— Exercise brief —
Take the entries below and write them out exactly, with each picture removed.

— Source data —
────────
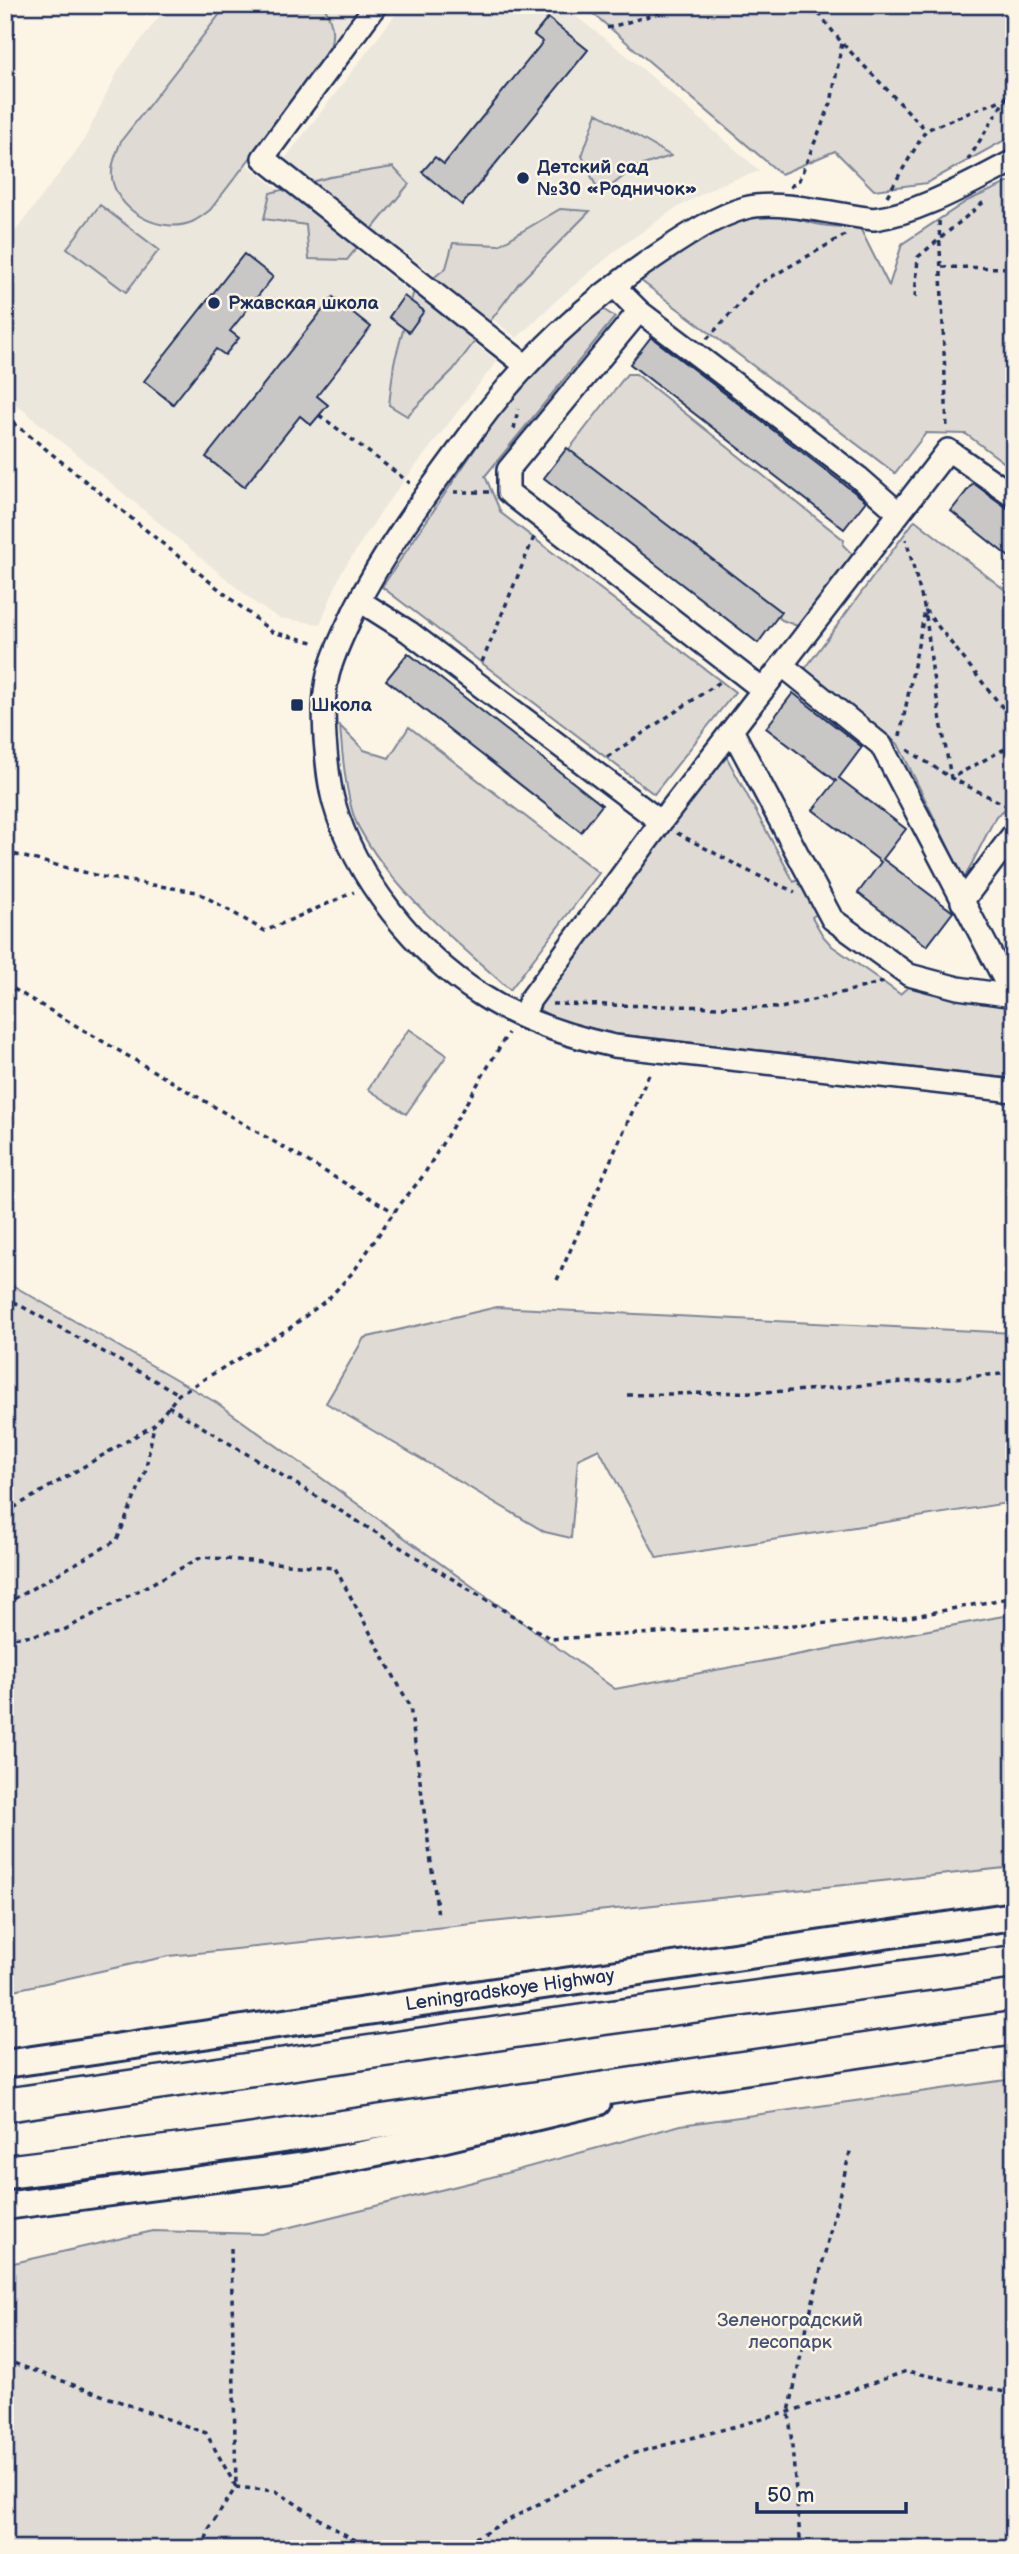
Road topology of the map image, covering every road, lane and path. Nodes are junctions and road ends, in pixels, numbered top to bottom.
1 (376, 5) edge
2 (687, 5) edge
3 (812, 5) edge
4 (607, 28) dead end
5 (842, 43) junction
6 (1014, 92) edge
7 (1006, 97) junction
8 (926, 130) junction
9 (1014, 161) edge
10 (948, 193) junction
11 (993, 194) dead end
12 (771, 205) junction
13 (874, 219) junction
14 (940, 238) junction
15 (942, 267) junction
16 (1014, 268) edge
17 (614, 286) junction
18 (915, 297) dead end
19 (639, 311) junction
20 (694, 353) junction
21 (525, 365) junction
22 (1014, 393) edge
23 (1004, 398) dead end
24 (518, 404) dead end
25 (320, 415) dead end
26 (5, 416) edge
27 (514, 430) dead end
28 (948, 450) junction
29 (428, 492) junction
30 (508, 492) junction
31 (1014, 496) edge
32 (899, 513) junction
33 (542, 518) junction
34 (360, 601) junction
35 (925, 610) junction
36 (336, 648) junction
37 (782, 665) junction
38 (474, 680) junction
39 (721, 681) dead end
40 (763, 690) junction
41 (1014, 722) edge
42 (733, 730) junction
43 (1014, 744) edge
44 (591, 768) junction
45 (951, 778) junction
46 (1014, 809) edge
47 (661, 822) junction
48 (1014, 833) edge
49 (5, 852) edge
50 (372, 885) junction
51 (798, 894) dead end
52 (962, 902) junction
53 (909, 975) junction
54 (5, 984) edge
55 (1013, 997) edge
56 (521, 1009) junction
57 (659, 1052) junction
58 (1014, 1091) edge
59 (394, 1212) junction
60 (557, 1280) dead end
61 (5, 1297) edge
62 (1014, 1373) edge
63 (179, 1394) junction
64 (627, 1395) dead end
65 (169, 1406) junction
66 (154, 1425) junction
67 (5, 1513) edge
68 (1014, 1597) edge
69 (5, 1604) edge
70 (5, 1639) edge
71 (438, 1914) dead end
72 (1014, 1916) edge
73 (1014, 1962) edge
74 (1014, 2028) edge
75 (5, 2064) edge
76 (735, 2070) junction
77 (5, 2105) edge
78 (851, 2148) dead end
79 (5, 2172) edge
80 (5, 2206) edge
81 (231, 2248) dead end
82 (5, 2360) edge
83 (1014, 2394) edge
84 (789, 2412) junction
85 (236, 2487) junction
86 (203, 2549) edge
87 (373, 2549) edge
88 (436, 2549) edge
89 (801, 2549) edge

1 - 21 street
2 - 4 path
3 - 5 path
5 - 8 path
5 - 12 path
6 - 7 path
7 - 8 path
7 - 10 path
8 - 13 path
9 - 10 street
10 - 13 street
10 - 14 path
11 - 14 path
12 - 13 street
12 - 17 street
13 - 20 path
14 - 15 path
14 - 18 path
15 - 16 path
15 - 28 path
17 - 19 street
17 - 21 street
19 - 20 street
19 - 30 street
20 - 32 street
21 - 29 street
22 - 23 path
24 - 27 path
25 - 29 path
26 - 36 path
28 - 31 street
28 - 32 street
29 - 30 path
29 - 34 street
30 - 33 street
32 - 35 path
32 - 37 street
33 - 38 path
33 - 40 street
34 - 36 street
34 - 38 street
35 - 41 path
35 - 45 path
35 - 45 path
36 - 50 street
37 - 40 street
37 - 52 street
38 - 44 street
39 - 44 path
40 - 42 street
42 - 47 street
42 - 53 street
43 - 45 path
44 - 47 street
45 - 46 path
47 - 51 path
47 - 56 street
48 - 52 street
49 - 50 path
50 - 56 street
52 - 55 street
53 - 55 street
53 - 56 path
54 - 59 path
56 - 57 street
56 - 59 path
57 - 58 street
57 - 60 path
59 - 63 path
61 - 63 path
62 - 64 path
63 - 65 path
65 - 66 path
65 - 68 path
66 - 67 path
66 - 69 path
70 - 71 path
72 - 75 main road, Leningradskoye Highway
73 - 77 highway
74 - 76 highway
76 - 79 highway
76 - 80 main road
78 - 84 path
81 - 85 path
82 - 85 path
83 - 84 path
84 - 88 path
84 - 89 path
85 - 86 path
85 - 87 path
────────
— Result for this exercise —
Road topology of the map image, covering every road, lane and path. Nodes are junctions and road ends, in pixels, numbered top to bottom.
1 (376, 5) edge
2 (687, 5) edge
3 (812, 5) edge
4 (607, 28) dead end
5 (842, 43) junction
6 (1014, 92) edge
7 (1006, 97) junction
8 (926, 130) junction
9 (1014, 161) edge
10 (948, 193) junction
11 (993, 194) dead end
12 (771, 205) junction
13 (874, 219) junction
14 (940, 238) junction
15 (942, 267) junction
16 (1014, 268) edge
17 (614, 286) junction
18 (915, 297) dead end
19 (639, 311) junction
20 (694, 353) junction
21 (525, 365) junction
22 (1014, 393) edge
23 (1004, 398) dead end
24 (518, 404) dead end
25 (320, 415) dead end
26 (5, 416) edge
27 (514, 430) dead end
28 (948, 450) junction
29 (428, 492) junction
30 (508, 492) junction
31 (1014, 496) edge
32 (899, 513) junction
33 (542, 518) junction
34 (360, 601) junction
35 (925, 610) junction
36 (336, 648) junction
37 (782, 665) junction
38 (474, 680) junction
39 (721, 681) dead end
40 (763, 690) junction
41 (1014, 722) edge
42 (733, 730) junction
43 (1014, 744) edge
44 (591, 768) junction
45 (951, 778) junction
46 (1014, 809) edge
47 (661, 822) junction
48 (1014, 833) edge
49 (5, 852) edge
50 (372, 885) junction
51 (798, 894) dead end
52 (962, 902) junction
53 (909, 975) junction
54 (5, 984) edge
55 (1013, 997) edge
56 (521, 1009) junction
57 (659, 1052) junction
58 (1014, 1091) edge
59 (394, 1212) junction
60 (557, 1280) dead end
61 (5, 1297) edge
62 (1014, 1373) edge
63 (179, 1394) junction
64 (627, 1395) dead end
65 (169, 1406) junction
66 (154, 1425) junction
67 (5, 1513) edge
68 (1014, 1597) edge
69 (5, 1604) edge
70 (5, 1639) edge
71 (438, 1914) dead end
72 (1014, 1916) edge
73 (1014, 1962) edge
74 (1014, 2028) edge
75 (5, 2064) edge
76 (735, 2070) junction
77 (5, 2105) edge
78 (851, 2148) dead end
79 (5, 2172) edge
80 (5, 2206) edge
81 (231, 2248) dead end
82 (5, 2360) edge
83 (1014, 2394) edge
84 (789, 2412) junction
85 (236, 2487) junction
86 (203, 2549) edge
87 (373, 2549) edge
88 (436, 2549) edge
89 (801, 2549) edge

1 - 21 street
2 - 4 path
3 - 5 path
5 - 8 path
5 - 12 path
6 - 7 path
7 - 8 path
7 - 10 path
8 - 13 path
9 - 10 street
10 - 13 street
10 - 14 path
11 - 14 path
12 - 13 street
12 - 17 street
13 - 20 path
14 - 15 path
14 - 18 path
15 - 16 path
15 - 28 path
17 - 19 street
17 - 21 street
19 - 20 street
19 - 30 street
20 - 32 street
21 - 29 street
22 - 23 path
24 - 27 path
25 - 29 path
26 - 36 path
28 - 31 street
28 - 32 street
29 - 30 path
29 - 34 street
30 - 33 street
32 - 35 path
32 - 37 street
33 - 38 path
33 - 40 street
34 - 36 street
34 - 38 street
35 - 41 path
35 - 45 path
35 - 45 path
36 - 50 street
37 - 40 street
37 - 52 street
38 - 44 street
39 - 44 path
40 - 42 street
42 - 47 street
42 - 53 street
43 - 45 path
44 - 47 street
45 - 46 path
47 - 51 path
47 - 56 street
48 - 52 street
49 - 50 path
50 - 56 street
52 - 55 street
53 - 55 street
53 - 56 path
54 - 59 path
56 - 57 street
56 - 59 path
57 - 58 street
57 - 60 path
59 - 63 path
61 - 63 path
62 - 64 path
63 - 65 path
65 - 66 path
65 - 68 path
66 - 67 path
66 - 69 path
70 - 71 path
72 - 75 main road, Leningradskoye Highway
73 - 77 highway
74 - 76 highway
76 - 79 highway
76 - 80 main road
78 - 84 path
81 - 85 path
82 - 85 path
83 - 84 path
84 - 88 path
84 - 89 path
85 - 86 path
85 - 87 path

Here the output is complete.